▶ Given entries:
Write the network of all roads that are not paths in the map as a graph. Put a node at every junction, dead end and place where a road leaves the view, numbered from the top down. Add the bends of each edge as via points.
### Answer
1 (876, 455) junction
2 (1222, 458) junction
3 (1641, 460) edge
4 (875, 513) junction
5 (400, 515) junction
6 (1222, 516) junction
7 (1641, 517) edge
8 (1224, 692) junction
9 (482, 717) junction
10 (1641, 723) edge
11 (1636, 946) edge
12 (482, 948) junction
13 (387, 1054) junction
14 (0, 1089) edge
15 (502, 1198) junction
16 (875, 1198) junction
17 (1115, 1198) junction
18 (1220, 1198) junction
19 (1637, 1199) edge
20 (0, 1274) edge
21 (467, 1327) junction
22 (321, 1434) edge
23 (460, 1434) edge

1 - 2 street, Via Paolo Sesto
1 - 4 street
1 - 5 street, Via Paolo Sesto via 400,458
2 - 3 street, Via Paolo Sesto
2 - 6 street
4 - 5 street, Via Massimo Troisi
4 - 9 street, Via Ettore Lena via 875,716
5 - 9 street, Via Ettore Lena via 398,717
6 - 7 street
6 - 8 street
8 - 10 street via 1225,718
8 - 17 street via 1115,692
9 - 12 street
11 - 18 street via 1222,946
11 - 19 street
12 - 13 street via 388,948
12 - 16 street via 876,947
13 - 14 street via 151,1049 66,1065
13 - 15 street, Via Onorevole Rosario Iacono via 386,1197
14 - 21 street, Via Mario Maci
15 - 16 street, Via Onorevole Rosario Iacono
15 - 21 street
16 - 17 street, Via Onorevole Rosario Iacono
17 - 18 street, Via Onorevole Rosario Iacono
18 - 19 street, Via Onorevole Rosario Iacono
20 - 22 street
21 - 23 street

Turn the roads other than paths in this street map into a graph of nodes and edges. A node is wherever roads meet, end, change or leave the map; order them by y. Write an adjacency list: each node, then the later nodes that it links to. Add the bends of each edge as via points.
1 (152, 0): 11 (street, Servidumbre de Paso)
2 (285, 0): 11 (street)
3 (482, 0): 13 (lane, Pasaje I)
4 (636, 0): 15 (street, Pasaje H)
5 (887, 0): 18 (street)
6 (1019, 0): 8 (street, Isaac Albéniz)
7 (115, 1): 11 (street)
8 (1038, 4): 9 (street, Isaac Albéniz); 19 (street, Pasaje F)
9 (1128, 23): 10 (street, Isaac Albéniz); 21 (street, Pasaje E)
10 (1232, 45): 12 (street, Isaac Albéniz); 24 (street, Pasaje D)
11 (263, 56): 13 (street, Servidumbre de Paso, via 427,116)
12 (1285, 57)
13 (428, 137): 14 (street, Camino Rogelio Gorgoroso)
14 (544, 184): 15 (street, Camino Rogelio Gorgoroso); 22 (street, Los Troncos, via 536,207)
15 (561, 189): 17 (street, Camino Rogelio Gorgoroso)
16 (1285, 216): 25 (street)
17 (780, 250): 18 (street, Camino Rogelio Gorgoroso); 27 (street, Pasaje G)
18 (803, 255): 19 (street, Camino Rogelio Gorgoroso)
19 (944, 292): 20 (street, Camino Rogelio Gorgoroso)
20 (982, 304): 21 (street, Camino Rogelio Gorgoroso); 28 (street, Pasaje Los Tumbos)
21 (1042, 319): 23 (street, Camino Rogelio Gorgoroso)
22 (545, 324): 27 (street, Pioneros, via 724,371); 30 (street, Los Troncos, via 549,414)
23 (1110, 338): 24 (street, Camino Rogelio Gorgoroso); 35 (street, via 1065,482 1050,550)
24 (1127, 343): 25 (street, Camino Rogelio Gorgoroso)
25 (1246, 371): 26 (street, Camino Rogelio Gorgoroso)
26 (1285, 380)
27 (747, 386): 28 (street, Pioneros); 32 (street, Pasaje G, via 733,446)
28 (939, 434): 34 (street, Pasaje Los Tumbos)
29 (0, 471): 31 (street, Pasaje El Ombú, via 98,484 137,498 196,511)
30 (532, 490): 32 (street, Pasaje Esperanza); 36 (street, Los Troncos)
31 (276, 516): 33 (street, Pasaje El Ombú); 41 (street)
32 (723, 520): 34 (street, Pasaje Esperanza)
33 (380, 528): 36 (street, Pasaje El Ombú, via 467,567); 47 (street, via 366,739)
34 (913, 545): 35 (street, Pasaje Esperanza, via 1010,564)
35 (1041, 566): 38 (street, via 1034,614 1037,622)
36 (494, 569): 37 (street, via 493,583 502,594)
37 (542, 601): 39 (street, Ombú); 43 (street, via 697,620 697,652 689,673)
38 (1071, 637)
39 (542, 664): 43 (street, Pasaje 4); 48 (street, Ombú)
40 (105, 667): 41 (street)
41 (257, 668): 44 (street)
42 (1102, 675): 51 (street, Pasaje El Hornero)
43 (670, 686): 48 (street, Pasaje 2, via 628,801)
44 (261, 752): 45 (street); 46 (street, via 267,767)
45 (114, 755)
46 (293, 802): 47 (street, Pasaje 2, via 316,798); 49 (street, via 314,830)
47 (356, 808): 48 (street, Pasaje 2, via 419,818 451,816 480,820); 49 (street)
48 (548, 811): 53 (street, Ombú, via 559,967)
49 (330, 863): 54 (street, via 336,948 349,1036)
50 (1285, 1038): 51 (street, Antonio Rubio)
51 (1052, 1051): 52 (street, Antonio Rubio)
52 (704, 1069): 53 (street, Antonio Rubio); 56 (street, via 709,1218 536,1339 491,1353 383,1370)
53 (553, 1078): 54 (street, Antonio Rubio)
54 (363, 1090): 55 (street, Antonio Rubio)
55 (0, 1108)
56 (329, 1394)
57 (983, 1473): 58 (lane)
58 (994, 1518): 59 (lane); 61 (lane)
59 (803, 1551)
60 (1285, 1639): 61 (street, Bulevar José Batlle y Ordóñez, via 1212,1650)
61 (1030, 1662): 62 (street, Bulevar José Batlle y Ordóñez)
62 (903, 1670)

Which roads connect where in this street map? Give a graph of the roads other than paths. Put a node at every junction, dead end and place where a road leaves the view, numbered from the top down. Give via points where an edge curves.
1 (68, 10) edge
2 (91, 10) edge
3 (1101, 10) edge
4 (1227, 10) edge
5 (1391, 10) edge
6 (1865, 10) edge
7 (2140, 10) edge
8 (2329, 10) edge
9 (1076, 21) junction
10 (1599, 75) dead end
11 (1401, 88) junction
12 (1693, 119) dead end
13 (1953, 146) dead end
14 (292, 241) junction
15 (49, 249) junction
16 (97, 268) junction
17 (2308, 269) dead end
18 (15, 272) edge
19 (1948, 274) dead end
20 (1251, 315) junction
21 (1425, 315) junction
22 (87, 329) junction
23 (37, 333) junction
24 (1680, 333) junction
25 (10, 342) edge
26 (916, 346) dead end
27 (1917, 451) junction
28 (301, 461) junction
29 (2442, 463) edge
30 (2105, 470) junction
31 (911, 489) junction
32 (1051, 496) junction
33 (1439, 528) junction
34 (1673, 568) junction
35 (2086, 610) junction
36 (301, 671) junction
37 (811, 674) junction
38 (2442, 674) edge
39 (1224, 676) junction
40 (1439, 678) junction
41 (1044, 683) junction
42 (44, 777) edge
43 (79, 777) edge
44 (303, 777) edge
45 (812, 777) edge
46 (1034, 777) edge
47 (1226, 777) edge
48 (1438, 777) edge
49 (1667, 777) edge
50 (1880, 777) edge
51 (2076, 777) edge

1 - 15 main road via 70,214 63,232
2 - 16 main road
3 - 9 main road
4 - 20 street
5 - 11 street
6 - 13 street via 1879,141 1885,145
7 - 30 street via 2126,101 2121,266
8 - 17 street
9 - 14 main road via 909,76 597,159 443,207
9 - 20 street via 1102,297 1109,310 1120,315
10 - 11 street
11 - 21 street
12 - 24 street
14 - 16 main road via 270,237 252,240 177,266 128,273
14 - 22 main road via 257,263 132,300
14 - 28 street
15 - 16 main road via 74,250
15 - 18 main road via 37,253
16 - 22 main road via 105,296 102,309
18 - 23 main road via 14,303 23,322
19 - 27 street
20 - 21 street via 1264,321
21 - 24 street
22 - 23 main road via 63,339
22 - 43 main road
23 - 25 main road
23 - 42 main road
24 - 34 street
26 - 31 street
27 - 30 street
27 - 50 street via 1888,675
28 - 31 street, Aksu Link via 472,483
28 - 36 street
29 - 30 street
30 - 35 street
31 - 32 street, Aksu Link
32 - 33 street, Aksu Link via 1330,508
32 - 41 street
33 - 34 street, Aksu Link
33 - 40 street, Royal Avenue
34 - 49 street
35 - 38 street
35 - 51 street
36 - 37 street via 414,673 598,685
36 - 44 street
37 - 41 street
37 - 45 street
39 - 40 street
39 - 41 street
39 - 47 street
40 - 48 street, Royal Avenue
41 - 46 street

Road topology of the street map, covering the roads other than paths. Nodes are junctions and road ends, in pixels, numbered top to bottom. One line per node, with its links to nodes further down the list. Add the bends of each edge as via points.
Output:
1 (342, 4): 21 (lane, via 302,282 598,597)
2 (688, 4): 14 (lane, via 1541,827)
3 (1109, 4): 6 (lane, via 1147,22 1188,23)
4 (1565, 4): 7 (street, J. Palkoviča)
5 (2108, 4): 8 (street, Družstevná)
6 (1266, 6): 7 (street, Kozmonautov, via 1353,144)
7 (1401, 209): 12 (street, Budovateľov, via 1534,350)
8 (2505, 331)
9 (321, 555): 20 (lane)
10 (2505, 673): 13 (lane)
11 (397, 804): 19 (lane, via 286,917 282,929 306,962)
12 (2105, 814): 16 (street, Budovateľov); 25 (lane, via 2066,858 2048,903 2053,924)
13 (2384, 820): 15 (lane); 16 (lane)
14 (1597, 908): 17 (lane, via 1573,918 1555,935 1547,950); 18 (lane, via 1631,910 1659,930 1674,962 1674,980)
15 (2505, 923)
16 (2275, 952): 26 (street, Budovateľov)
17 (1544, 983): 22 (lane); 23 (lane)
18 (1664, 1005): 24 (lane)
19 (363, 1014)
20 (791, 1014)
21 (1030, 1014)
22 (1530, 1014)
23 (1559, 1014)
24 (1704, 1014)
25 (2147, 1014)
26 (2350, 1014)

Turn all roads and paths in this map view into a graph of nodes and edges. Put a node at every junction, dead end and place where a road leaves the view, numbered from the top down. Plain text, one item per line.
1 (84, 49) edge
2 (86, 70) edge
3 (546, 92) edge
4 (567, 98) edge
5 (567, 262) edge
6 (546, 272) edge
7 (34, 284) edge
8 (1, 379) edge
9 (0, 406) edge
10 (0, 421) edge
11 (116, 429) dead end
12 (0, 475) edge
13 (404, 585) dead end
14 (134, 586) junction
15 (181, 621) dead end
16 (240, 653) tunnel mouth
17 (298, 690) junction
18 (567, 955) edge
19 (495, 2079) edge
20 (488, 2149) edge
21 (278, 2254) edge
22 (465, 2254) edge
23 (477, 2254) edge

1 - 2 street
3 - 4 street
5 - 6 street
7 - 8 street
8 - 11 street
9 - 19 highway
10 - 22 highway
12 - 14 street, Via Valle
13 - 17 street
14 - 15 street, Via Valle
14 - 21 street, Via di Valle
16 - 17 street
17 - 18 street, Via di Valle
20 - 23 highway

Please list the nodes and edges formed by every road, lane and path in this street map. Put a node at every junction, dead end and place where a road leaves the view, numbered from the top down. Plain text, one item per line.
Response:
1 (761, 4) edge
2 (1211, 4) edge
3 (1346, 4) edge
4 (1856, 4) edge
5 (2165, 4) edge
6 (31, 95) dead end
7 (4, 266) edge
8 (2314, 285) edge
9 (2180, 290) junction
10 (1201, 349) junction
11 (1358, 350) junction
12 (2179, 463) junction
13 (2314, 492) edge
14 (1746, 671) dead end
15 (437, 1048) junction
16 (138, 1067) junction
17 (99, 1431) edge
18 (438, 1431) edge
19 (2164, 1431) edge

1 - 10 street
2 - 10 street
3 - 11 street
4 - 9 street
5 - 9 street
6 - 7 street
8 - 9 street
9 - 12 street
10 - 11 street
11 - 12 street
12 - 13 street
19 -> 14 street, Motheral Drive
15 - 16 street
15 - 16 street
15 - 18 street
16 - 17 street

▶ What you need to do: Check every line of the listing above for the string "Ombú", and give the number of lines that have it, nothing more.

▶ Solved exercise: 6